Robert Mugabe removed as WHO goodwill ambassador amid outcry

Zimbabwean President Robert Mugabe may be one of the longest-serving leaders, but his stint as a goodwill ambassador was anything but.

Days after the World Health Organization named him as a goodwill ambassador, a move that angered and stunned human rights activists, it rescinded the appointment.

“I have listened carefully to all who have expressed their concerns, and heard the different issues that they have raised,” WHO Director-General Dr. Tedros Adhanom Ghebreyesus said.

“It is my aim to build a worldwide movement for global health. This movement must work for everyone and include everyone.”

Tedros said he consulted the Zimbabwean government and concluded it’s in the organization’s best interests.

The public health agency announced the appointment last week, saying the African leader would focus on noncommunicable diseases on the continent such as heart attacks and strokes.

A public outcry ensued.

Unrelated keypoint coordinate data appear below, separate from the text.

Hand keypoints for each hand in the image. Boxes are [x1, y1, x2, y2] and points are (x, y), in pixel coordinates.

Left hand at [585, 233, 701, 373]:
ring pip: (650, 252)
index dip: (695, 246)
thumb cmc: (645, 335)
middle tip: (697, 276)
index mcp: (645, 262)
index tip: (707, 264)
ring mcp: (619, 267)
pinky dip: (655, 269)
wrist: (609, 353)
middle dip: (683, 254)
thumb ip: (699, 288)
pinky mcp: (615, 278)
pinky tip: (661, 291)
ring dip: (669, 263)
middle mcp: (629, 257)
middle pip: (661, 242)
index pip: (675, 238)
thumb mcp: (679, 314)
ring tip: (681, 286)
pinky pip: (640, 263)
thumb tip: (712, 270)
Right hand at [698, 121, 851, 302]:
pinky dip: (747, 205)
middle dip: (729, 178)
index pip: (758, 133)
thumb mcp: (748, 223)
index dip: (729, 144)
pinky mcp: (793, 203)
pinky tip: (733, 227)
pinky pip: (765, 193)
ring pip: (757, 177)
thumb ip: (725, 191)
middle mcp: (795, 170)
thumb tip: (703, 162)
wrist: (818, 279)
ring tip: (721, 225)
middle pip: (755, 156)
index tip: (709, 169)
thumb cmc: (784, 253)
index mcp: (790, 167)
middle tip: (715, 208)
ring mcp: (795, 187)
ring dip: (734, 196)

Angry tweets took aim at Tedros and the public health agency.

“The government of Robert Mugabe has brutalized human rights activists, crushed democracy dissidents and turned the breadbasket of Africa — and its health system — into a basket case,” said Hillel Neuer, executive director of UN Watch, which monitors the performance of world body.

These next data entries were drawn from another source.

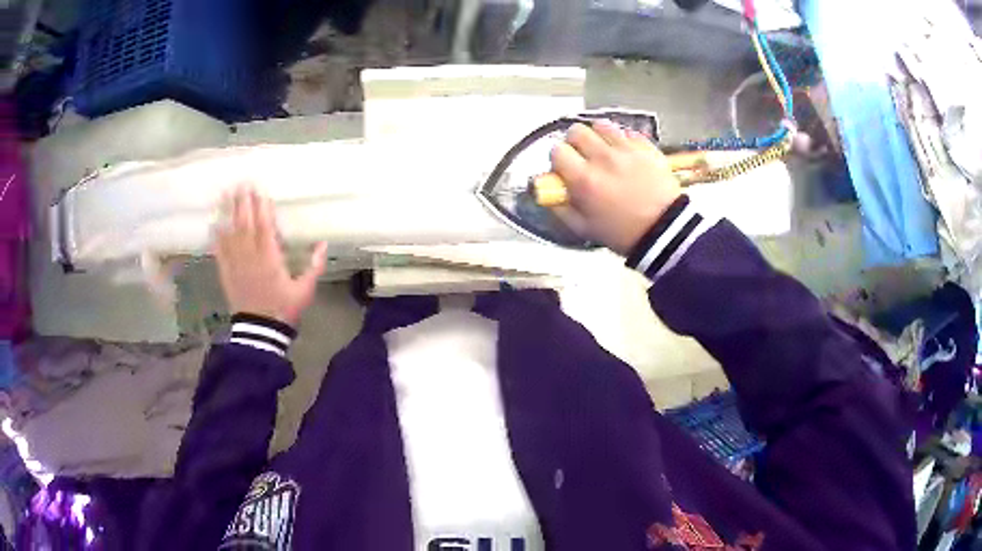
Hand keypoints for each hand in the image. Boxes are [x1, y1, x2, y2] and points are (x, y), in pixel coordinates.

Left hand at [213, 185, 327, 327]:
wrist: (260, 332)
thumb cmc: (284, 309)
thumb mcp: (305, 291)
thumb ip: (314, 267)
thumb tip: (323, 244)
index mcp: (270, 259)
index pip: (264, 227)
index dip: (261, 208)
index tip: (259, 190)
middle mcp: (250, 257)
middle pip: (244, 224)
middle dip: (243, 203)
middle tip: (241, 184)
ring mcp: (236, 265)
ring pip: (230, 234)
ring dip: (228, 213)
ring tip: (226, 195)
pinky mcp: (226, 273)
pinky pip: (220, 251)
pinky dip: (217, 236)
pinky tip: (214, 223)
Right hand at [550, 121, 681, 254]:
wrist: (666, 231)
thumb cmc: (623, 233)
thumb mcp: (585, 229)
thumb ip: (561, 209)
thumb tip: (547, 193)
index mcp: (584, 179)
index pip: (557, 151)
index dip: (558, 159)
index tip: (564, 169)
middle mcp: (603, 158)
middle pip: (577, 131)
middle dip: (575, 143)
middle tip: (582, 157)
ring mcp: (626, 150)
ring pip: (601, 126)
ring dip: (598, 136)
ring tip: (604, 151)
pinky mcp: (646, 147)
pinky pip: (627, 132)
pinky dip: (622, 140)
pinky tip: (625, 154)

WHO is part of the United Nations and focuses on international public health. Mugabe has long been criticized for corruption and abuse of power.

In making the appointment, Tedros, an Ethiopian and WHO’s first African director-general, had said Mugabe would use his role to ensure other leaders make noncommunicable diseases a priority.

“Zimbabwe … places universal health coverage and health promotion at the center of its policies to provide health care to all,” he said.

At 93, Mugabe is one of Africa’s longest-serving leaders and has ruled Zimbabwe since 1980 with little opposition.

Along with his inner circle, he has been under US sanctions since the early 2000s over human rights abuses and the erosion of democratic institutions. President Barack Obama extended sanctions for another year before leaving office in January.

In 2009, Mugabe’s ruling party spent more than $250,000 on a lavish birthday party for the leader despite an ongoing food shortage and cholera outbreak in Zimbabwe.

Goodwill ambassadors for WHO are public figures appointed to two-year terms by the director-general. They work closely with UN officials to raise awareness of global health issues.

Former New York Mayor Michael Bloomberg was named a global ambassador for noncommunicable diseases last year.